(Records for this exercise Opens)

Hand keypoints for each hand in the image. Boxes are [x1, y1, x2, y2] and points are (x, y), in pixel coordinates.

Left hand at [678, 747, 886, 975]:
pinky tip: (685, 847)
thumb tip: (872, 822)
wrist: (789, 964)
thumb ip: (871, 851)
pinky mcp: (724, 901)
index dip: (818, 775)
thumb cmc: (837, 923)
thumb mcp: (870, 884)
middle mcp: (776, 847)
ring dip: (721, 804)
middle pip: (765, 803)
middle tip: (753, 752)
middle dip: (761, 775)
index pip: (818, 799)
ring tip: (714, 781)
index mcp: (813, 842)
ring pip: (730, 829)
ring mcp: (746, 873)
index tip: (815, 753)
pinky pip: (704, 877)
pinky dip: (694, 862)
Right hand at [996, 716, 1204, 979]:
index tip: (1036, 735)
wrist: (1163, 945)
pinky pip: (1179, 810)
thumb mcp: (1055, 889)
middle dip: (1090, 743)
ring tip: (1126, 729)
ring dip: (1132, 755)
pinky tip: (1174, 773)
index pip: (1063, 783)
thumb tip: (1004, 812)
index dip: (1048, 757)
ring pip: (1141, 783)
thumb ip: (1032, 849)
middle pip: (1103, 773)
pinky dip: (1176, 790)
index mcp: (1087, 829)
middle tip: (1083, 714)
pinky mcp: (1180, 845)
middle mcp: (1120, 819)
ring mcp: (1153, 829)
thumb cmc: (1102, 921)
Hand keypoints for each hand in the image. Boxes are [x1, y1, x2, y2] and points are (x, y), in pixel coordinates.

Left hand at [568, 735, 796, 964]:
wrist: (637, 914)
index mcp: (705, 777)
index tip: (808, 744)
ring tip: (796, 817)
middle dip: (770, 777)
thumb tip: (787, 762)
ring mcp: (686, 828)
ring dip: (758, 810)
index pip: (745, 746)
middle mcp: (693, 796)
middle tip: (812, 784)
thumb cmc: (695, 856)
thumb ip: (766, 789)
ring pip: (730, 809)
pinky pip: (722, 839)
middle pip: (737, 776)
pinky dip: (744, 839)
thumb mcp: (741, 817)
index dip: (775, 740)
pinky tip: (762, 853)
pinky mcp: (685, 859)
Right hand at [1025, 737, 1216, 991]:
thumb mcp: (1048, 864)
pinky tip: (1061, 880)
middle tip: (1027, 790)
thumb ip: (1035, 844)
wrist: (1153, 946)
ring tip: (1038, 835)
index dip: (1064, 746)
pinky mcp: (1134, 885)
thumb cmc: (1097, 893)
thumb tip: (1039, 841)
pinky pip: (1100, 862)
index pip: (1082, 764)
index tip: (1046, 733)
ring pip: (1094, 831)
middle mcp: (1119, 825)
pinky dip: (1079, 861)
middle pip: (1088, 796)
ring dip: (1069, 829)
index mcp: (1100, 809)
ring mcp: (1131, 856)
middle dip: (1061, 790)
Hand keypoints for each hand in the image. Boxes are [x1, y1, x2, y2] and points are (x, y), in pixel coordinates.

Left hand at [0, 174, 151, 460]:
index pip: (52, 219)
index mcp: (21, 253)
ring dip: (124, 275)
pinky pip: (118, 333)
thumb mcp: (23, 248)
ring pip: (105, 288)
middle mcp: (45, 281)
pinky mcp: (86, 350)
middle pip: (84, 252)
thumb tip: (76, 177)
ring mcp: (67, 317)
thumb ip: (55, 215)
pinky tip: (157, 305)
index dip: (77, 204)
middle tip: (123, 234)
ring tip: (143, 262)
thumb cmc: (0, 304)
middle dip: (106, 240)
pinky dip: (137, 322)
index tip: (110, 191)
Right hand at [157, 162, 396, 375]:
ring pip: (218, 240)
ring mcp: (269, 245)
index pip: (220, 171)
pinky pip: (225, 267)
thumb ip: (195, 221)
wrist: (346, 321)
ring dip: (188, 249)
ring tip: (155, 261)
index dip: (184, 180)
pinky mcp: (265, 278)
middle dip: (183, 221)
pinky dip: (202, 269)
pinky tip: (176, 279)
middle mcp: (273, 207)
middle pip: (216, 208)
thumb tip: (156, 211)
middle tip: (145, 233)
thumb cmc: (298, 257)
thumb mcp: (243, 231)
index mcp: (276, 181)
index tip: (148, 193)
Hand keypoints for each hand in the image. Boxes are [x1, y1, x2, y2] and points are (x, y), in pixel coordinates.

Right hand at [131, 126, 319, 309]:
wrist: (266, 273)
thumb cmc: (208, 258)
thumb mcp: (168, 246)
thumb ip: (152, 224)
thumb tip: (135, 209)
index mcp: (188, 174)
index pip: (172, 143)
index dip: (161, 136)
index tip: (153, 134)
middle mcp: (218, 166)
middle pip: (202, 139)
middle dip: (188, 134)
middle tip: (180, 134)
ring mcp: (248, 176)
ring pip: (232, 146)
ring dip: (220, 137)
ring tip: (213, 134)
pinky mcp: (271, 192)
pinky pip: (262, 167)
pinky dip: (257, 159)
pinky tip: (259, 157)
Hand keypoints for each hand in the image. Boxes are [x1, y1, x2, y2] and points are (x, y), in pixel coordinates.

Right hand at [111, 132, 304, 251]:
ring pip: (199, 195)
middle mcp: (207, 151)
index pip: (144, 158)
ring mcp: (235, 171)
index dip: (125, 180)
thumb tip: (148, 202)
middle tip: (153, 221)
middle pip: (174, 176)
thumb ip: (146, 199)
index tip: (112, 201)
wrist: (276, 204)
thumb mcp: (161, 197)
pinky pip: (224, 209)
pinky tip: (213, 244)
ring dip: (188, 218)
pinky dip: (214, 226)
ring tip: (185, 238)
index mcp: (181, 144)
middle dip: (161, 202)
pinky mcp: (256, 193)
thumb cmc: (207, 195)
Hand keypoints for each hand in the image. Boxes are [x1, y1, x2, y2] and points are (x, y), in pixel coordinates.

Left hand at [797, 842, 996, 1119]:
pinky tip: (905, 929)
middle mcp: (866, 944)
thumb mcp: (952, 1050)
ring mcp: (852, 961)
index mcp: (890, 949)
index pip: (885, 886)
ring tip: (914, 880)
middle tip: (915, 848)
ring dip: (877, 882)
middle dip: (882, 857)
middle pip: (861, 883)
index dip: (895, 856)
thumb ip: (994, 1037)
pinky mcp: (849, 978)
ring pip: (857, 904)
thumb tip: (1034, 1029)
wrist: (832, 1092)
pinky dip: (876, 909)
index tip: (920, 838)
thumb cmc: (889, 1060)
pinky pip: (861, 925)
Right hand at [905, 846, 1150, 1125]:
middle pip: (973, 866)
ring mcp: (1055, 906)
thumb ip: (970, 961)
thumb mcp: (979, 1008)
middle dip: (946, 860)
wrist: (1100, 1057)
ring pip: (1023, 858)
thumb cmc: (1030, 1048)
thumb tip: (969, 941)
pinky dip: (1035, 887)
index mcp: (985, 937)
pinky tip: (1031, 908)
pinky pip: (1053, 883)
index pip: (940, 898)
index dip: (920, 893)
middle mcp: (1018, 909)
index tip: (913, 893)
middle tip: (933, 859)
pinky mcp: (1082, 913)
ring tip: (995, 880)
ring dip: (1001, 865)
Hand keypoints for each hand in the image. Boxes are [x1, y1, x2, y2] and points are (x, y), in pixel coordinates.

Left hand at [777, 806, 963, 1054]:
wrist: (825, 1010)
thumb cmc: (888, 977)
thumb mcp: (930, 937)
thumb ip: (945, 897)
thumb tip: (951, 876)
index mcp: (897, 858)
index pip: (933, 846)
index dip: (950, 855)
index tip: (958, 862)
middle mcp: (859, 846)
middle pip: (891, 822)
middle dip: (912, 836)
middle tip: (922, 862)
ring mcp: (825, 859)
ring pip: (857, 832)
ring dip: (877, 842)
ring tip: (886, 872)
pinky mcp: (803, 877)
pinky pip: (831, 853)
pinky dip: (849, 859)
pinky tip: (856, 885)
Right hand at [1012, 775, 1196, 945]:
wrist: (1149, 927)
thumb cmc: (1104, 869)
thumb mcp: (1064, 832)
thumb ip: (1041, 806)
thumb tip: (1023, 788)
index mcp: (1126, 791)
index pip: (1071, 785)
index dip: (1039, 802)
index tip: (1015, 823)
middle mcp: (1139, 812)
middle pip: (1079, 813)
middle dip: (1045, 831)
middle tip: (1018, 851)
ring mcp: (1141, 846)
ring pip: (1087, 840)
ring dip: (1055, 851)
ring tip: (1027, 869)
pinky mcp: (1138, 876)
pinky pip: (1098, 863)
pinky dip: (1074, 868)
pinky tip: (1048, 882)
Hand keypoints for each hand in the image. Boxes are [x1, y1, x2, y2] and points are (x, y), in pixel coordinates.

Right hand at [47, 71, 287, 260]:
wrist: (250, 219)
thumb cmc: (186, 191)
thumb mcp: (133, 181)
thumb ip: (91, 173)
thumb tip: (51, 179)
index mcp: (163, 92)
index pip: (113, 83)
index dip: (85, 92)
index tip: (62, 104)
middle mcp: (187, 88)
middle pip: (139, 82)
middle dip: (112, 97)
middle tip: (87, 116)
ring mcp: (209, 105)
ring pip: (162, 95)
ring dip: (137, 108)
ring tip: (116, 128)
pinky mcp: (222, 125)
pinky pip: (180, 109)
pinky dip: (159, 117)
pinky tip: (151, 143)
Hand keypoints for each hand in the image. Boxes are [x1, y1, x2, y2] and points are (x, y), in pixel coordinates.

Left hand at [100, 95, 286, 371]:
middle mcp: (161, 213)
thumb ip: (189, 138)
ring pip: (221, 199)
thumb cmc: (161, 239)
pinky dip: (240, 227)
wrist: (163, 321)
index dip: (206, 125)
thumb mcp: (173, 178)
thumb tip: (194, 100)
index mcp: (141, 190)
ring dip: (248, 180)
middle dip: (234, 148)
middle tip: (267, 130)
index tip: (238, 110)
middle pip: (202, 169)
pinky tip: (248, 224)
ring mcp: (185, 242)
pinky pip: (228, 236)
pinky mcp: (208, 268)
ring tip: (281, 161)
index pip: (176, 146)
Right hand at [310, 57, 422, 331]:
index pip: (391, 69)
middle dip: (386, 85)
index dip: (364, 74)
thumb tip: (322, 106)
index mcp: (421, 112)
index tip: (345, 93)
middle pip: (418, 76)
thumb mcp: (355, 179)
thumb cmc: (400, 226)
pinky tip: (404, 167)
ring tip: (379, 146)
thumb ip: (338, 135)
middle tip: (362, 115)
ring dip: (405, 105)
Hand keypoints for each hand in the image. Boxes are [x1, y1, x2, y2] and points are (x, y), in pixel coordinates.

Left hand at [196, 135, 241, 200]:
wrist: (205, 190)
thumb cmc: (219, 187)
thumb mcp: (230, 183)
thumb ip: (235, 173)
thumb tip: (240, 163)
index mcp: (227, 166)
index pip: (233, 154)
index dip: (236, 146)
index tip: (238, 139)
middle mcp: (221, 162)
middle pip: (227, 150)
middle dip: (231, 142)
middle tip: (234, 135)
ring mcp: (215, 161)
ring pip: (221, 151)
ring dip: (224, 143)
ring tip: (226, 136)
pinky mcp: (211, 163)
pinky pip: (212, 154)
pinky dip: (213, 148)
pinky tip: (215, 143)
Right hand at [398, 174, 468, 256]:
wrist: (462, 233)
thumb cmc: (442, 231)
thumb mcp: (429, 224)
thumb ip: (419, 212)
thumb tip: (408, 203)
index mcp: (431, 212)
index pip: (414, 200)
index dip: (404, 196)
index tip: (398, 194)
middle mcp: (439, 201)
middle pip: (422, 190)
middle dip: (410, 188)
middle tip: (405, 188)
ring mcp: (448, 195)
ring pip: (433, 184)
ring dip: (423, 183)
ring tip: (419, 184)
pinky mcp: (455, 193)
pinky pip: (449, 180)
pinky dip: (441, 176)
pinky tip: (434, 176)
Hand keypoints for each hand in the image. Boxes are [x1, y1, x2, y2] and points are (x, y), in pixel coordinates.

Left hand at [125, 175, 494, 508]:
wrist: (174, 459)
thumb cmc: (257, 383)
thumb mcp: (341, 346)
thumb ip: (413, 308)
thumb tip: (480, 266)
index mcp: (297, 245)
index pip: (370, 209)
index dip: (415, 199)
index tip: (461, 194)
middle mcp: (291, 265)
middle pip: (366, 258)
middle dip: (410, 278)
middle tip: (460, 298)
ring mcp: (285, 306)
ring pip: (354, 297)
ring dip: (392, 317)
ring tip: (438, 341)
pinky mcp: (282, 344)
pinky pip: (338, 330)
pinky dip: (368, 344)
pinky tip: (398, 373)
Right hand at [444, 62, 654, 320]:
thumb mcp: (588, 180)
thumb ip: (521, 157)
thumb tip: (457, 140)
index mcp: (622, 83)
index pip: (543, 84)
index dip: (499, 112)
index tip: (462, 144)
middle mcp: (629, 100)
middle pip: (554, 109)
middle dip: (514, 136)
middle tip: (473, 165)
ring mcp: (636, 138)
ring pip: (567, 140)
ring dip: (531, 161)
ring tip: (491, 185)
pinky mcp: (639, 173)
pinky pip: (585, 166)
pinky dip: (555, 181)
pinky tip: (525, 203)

(Records for this exercise Closes)

Lines from the entries that contain the word "Left" are what the answer must hold.

Response
Left hand at [678, 747, 886, 975]:
Left hand at [568, 735, 796, 964]:
Left hand at [0, 174, 151, 460]:
Left hand at [797, 842, 996, 1119]:
Left hand at [777, 806, 963, 1054]:
Left hand at [100, 95, 286, 371]:
Left hand at [196, 135, 241, 200]:
Left hand at [125, 175, 494, 508]:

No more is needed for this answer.